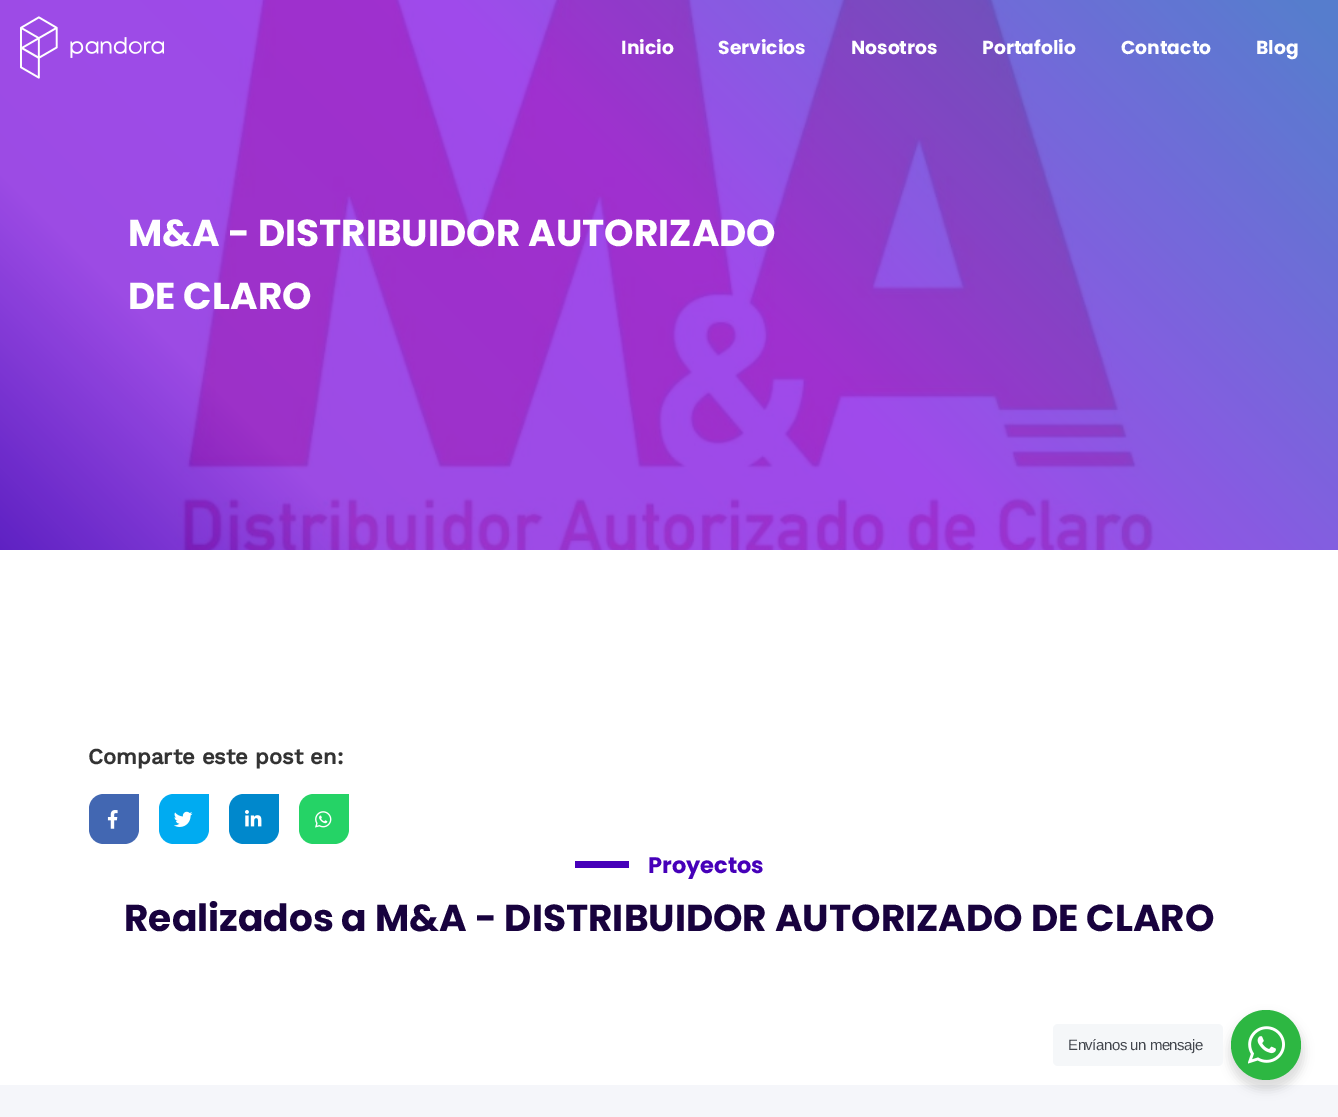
%!PS-Adobe-3.0
%%BoundingBox: 0 0 1338 1117
%%LanguageLevel: 3
%%Pages: 1
%%EndComments
%%BeginProlog
/m { moveto } bind def
/l { lineto } bind def
/c { curveto } bind def
/h { closepath } bind def
/f { fill } bind def
/q { gsave } bind def
/Q { grestore } bind def
/fn { [ exch dup neg 0 0 3 -1 roll 0 0 ] selectfont } def
/tx { moveto show } def
/bx { rectfill } def
/al { dup .setfillconstantalpha .setstrokeconstantalpha } def
/ci { newpath 0 360 arc closepath } def
/rr { 5 dict begin { /r /h /w /y /x } { exch def } forall
  x r add y moveto x w add y 2 copy h add r arct x w add y h add x 1 index r arct
  x y h add x y r arct x y 2 copy exch w add exch r arct closepath end } def
/sh { 12 dict begin { /a /b /q /h /w /y /x } { exch def } forall gsave /was 0 def
  9 -2 -9 { dup b mul 4 div /e exch def 1 sub .425 mul 2.718 exch exp 1 add a .99 .min exch div /now exch def
    1 1 now sub 1 was sub div sub al /was now def
    w h .min e 2 mul add 0 gt { x e sub y e sub w e 2 mul add h e 2 mul add
      q e add b .6 mul add w h .min 2 div e add .min 0 .max rr fill } if } for grestore end } def
/im { 5 dict begin { /h /w /y /x /name } { exch def } forall
  gsave x y translate w h scale
  w h 8 [w 0 0 h 0 0] name (r) file false 3 colorimage grestore end } def
%%EndProlog
%%BeginSetup
<< /PageSize [1338 1117] /PageUsesTransparency true >> setpagedevice
%%EndSetup
%%Page: 1 1
0 .pushpdf14devicefilter
0 1117 translate 1 -1 scale
4 setmiterlimit
1 setgray
0 0 1338 1117 bx
q 0 0 m 1338 0 l 1338 550 l 0 550 l h clip newpath
<< /ShadingType 2 /ColorSpace /DeviceRGB /Coords [197 747 1142 -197] /Extend [true true] /Function << /FunctionType 3 /Domain [0 1] /Functions [<< /FunctionType 2 /Domain [0 1] /C0 [0.275 0 0.725] /C1 [0.553 0.188 0.878] /N 1 >> << /FunctionType 2 /Domain [0 1] /C0 [0.553 0.188 0.878] /C1 [0.569 0.184 0.91] /N 1 >> << /FunctionType 2 /Domain [0 1] /C0 [0.569 0.184 0.91] /C1 [0.239 0.416 0.776] /N 1 >> << /FunctionType 2 /Domain [0 1] /C0 [0.239 0.416 0.776] /C1 [0.239 0.416 0.776] /N 1 >>] /Bounds [0.2 0.53 0.98] /Encode [0 1 0 1 0 1 0 1] >> >> shfill Q
(image1.raw) 0 0 1338 550 im
(image0.raw) 20 16 144 63 im
/Poppins-Bold 18.75 fn
(Inicio) 621 54 tx
(Servicios) 718 54 tx
(Nosotros) 851 54 tx
(Portafolio) 982 54 tx
(Contacto) 1121 54 tx
(Blog) 1256 54 tx
/Poppins-Bold 37.5 fn
(M&A - DISTRIBUIDOR AUTORIZADO) 128 246 tx
(DE CLARO) 128 309 tx
/WorkSans-Bold 22 fn
0.2 setgray
(Comparte este post en:) 88 764 tx
0.259 0.404 0.698 setrgbcolor
104 794 m 139 794 l 139 829 l 139 837.5 132.5 844 124 844 c 104 844 l 95.5 844 89 837.5 89 829 c 89 809 l 89 800.5 95.5 794 104 794 c h f
(image2.raw) 107 810 11 19 im
0 0.671 0.945 setrgbcolor
174 794 m 209 794 l 209 829 l 209 837.5 202.5 844 194 844 c 174 844 l 165.5 844 159 837.5 159 829 c 159 809 l 159 800.5 165.5 794 174 794 c h f
(image3.raw) 174 811 19 16 im
0 0.533 0.8 setrgbcolor
244 794 m 279 794 l 279 829 l 279 837.5 272.5 844 264 844 c 244 844 l 235.5 844 229 837.5 229 829 c 229 809 l 229 800.5 235.5 794 244 794 c h f
(image4.raw) 245 810 17 17 im
0.145 0.827 0.4 setrgbcolor
314 794 m 349 794 l 349 829 l 349 837.5 342.5 844 334 844 c 314 844 l 305.5 844 299 837.5 299 829 c 299 809 l 299 800.5 305.5 794 314 794 c h f
(image5.raw) 315 811 17 17 im
0.275 0 0.725 setrgbcolor
575 861 54 7 bx
/Poppins-Bold 22.5 fn
(Proyectos) 648 873 tx
/Poppins-Bold 37.5 fn
0.094 0.008 0.243 setrgbcolor
(Realizados a M&A - DISTRIBUIDOR AUTORIZADO DE CLARO) 124 931 tx
0.961 0.965 0.98 setrgbcolor
0 1085 1338 32 bx
0 setgray
1229 1015 75 75 37.5 5 0.14 sh
0.961 0.969 0.976 setrgbcolor
1053 1024 170 42 5 rr f
/LiberationSans-Regular 15 fn
0.263 0.278 0.306 setrgbcolor
1068 1050 m -0.5 0 (Envíanos un mensaje) ashow
0.176 0.718 0.259 setrgbcolor
1266 1045 35 ci f
(image6.raw) 1248 1026 37 38 im
.poppdf14devicefilter showpage
%%EOF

◆ **Assignment**:
Transcribe the records above exactly, beginning at the line that contains "4 setmiterlimit" and ending with the line that contains "q 0 0 m 1338", both included, and nothing else.

◆ **Solution for this task**:
4 setmiterlimit
1 setgray
0 0 1338 1117 bx
q 0 0 m 1338 0 l 1338 550 l 0 550 l h clip newpath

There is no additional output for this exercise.